The result should be every line of the listing that holds the word "Ramón".

BEGIN

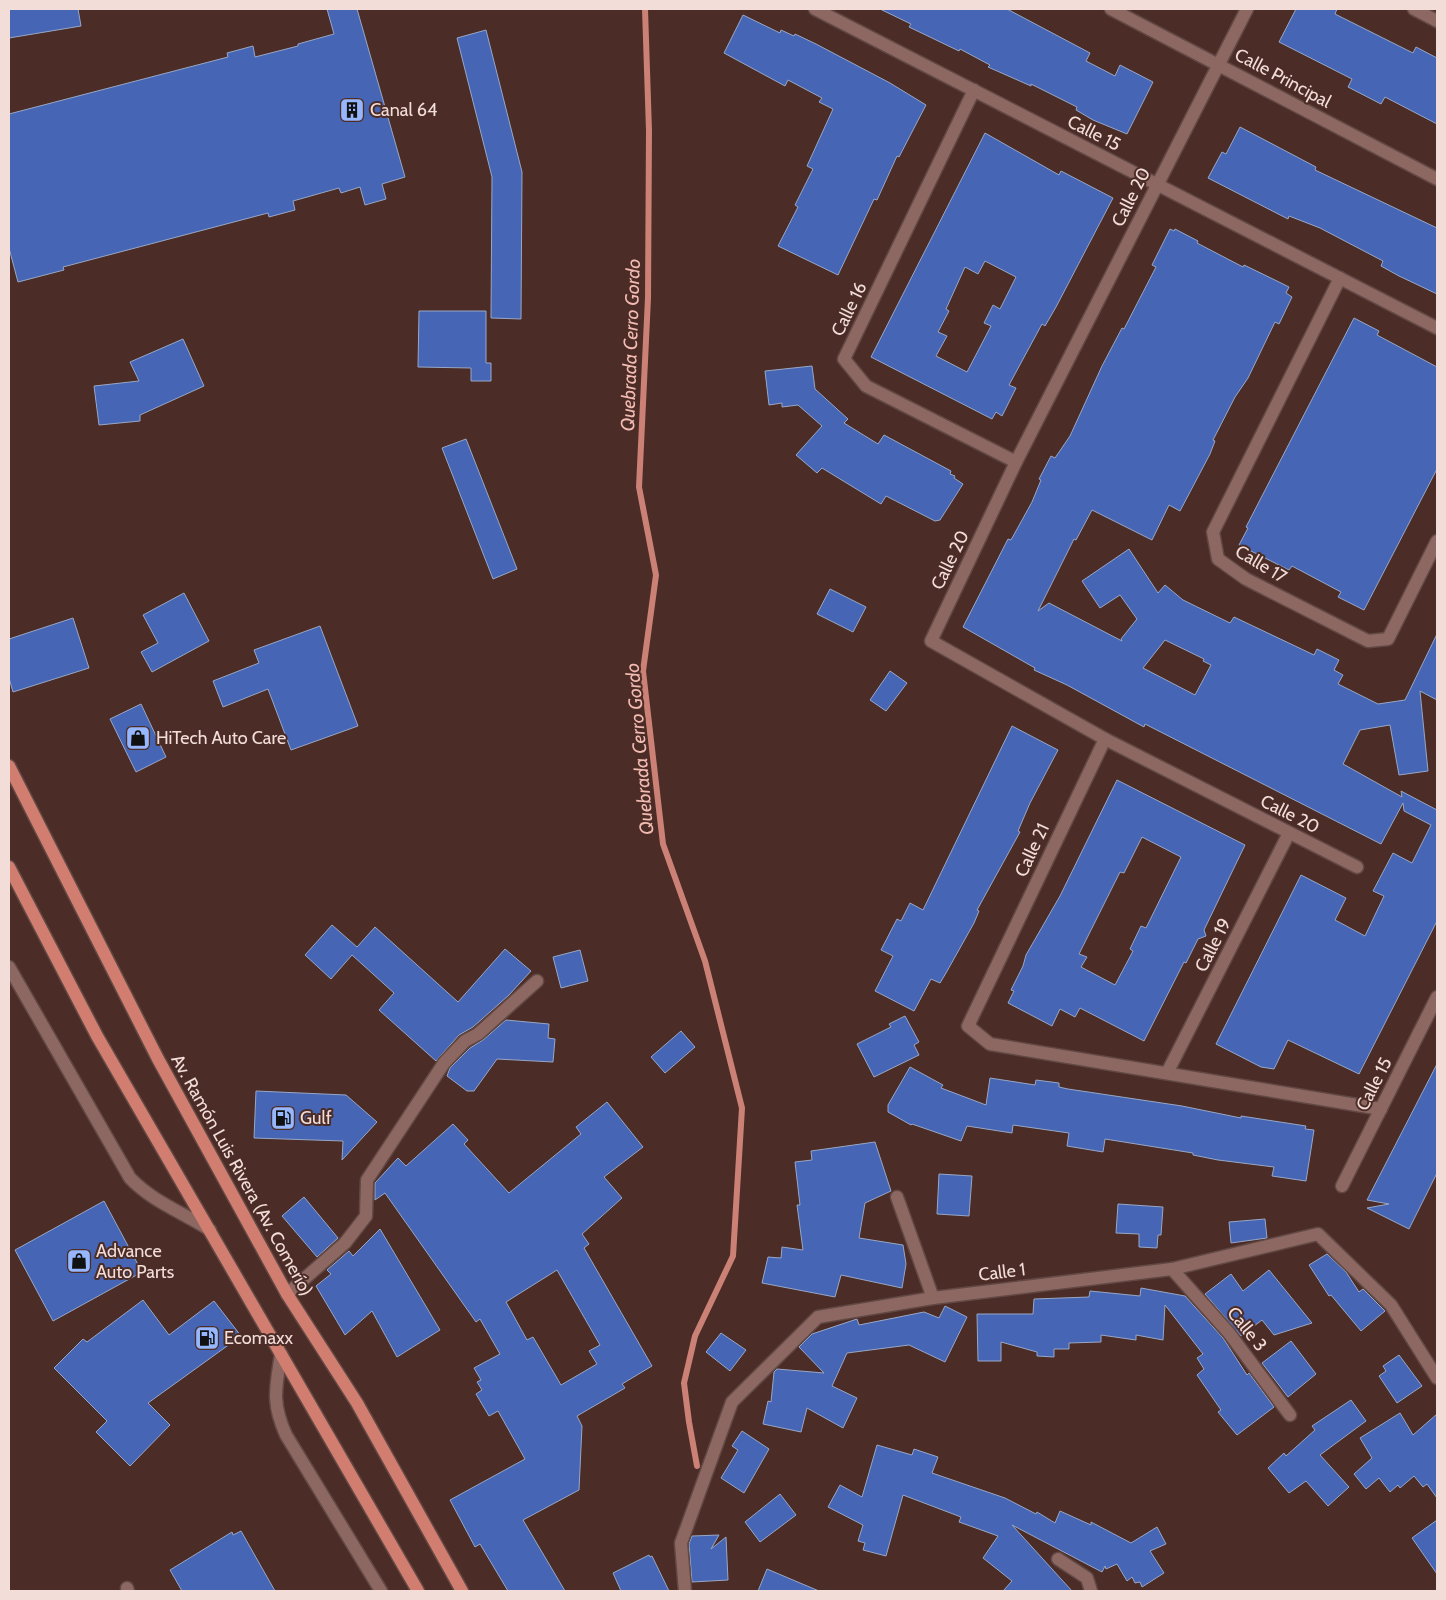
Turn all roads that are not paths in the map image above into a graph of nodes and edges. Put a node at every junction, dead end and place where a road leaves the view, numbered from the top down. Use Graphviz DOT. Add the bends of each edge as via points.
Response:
graph roads {
  1 [pos="815,9"];
  2 [pos="1112,9"];
  3 [pos="1247,9"];
  4 [pos="1414,9"];
  5 [pos="1437,21"];
  6 [pos="1220,64"];
  7 [pos="974,90"];
  8 [pos="1437,179"];
  9 [pos="1157,185"];
  10 [pos="1340,278"];
  11 [pos="1437,328"];
  12 [pos="1016,462"];
  13 [pos="1437,541"];
  14 [pos="1105,739"];
  15 [pos="9,766"];
  16 [pos="1290,833"];
  17 [pos="9,867"];
  18 [pos="1357,867"];
  19 [pos="9,966"];
  20 [pos="537,980"];
  21 [pos="1437,997"];
  22 [pos="1167,1073"];
  23 [pos="1381,1109"];
  24 [pos="1342,1186"];
  25 [pos="897,1197"];
  26 [pos="210,1230"];
  27 [pos="1172,1269"];
  28 [pos="287,1294"];
  29 [pos="933,1298"];
  30 [pos="281,1354"];
  31 [pos="1437,1378"];
  32 [pos="1290,1415"];
  33 [pos="1058,1559"];
  34 [pos="382,1591"];
  35 [pos="418,1591"];
  36 [pos="462,1591"];
  37 [pos="686,1591"];
  38 [pos="1091,1591"];
  1 -- 7 [label="street, Calle 15"];
  2 -- 6 [label="street, Calle Principal"];
  3 -- 6 [label="street"];
  4 -- 5 [label="street"];
  6 -- 8 [label="street, Calle Principal"];
  6 -- 9 [label="street, Calle 20"];
  7 -- 9 [label="street, Calle 15"];
  7 -- 12 [label="street, Calle 16" via="844,359 866,386"];
  9 -- 10 [label="street, Calle 15"];
  9 -- 12 [label="street, Calle 20"];
  10 -- 11 [label="street, Calle 15"];
  10 -- 13 [label="street, Calle 17" via="1213,532 1218,559 1246,579 1368,641 1388,639"];
  12 -- 14 [label="street, Calle 20" via="931,641"];
  14 -- 16 [label="street, Calle 20"];
  14 -- 22 [label="street, Calle 21" via="968,1026 990,1044"];
  15 -- 28 [label="main road, Av. Ramón Luis Rivera (Av. Comerío)" via="158,1059"];
  16 -- 18 [label="street, Calle 20"];
  16 -- 22 [label="street, Calle 19"];
  17 -- 26 [label="main road" via="96,1036"];
  19 -- 26 [label="street" via="130,1178 145,1194"];
  20 -- 28 [label="street" via="478,1034 464,1041 444,1063 367,1180 366,1216 345,1243"];
  21 -- 23 [label="street, Calle 15"];
  22 -- 23 [label="street"];
  23 -- 24 [label="street, Calle 15"];
  25 -- 29 [label="street"];
  26 -- 30 [label="main road"];
  27 -- 29 [label="street, Calle 1"];
  27 -- 31 [label="street, Calle 1" via="1318,1234 1391,1305"];
  27 -- 32 [label="street, Calle 3" via="1229,1333"];
  28 -- 36 [label="main road, Av. Ramón Luis Rivera (Av. Comerío)" via="357,1403"];
  29 -- 37 [label="street, Calle 1" via="818,1317 732,1402 681,1543"];
  30 -- 34 [label="street" via="275,1396 277,1415 286,1435"];
  30 -- 35 [label="main road"];
  33 -- 38 [label="street" via="1087,1578"];
}
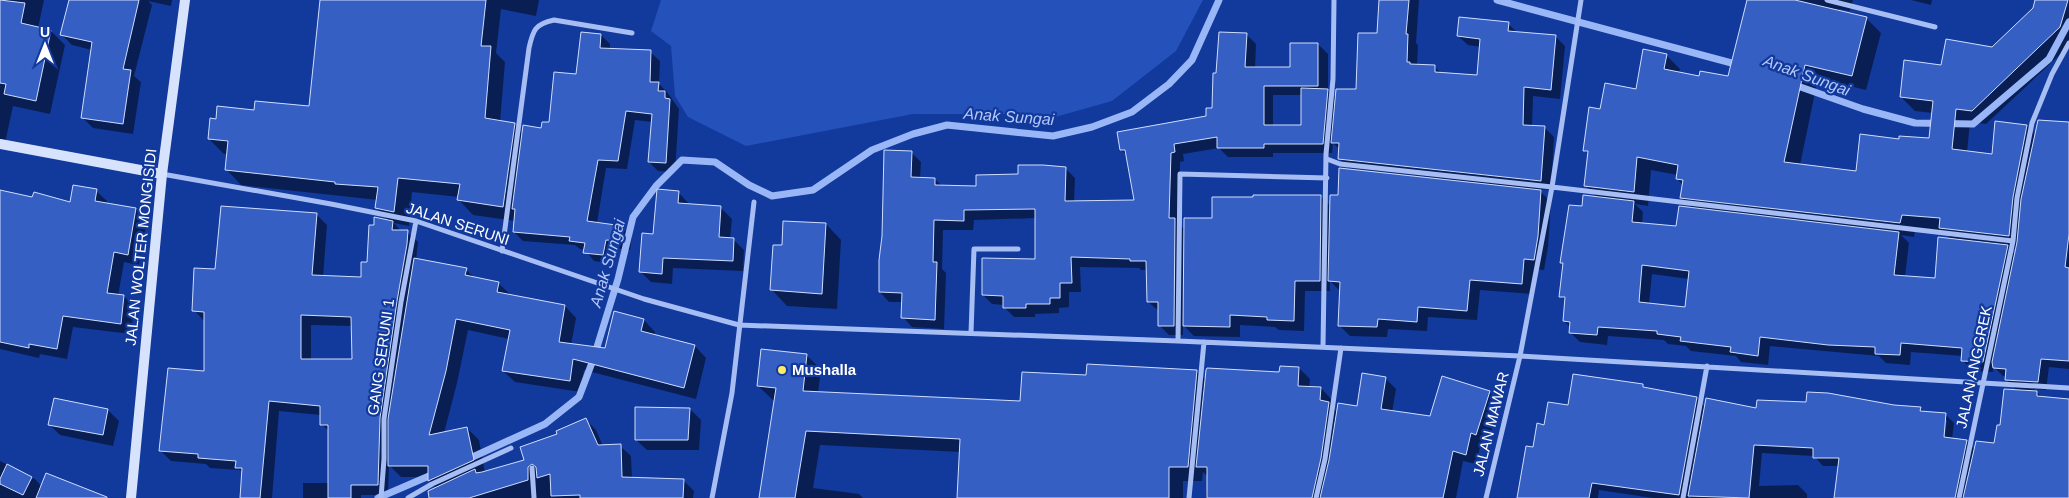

END

** Reply to the task **
  15 -- 28 [label="main road, Av. Ramón Luis Rivera (Av. Comerío)" via="158,1059"];
  28 -- 36 [label="main road, Av. Ramón Luis Rivera (Av. Comerío)" via="357,1403"];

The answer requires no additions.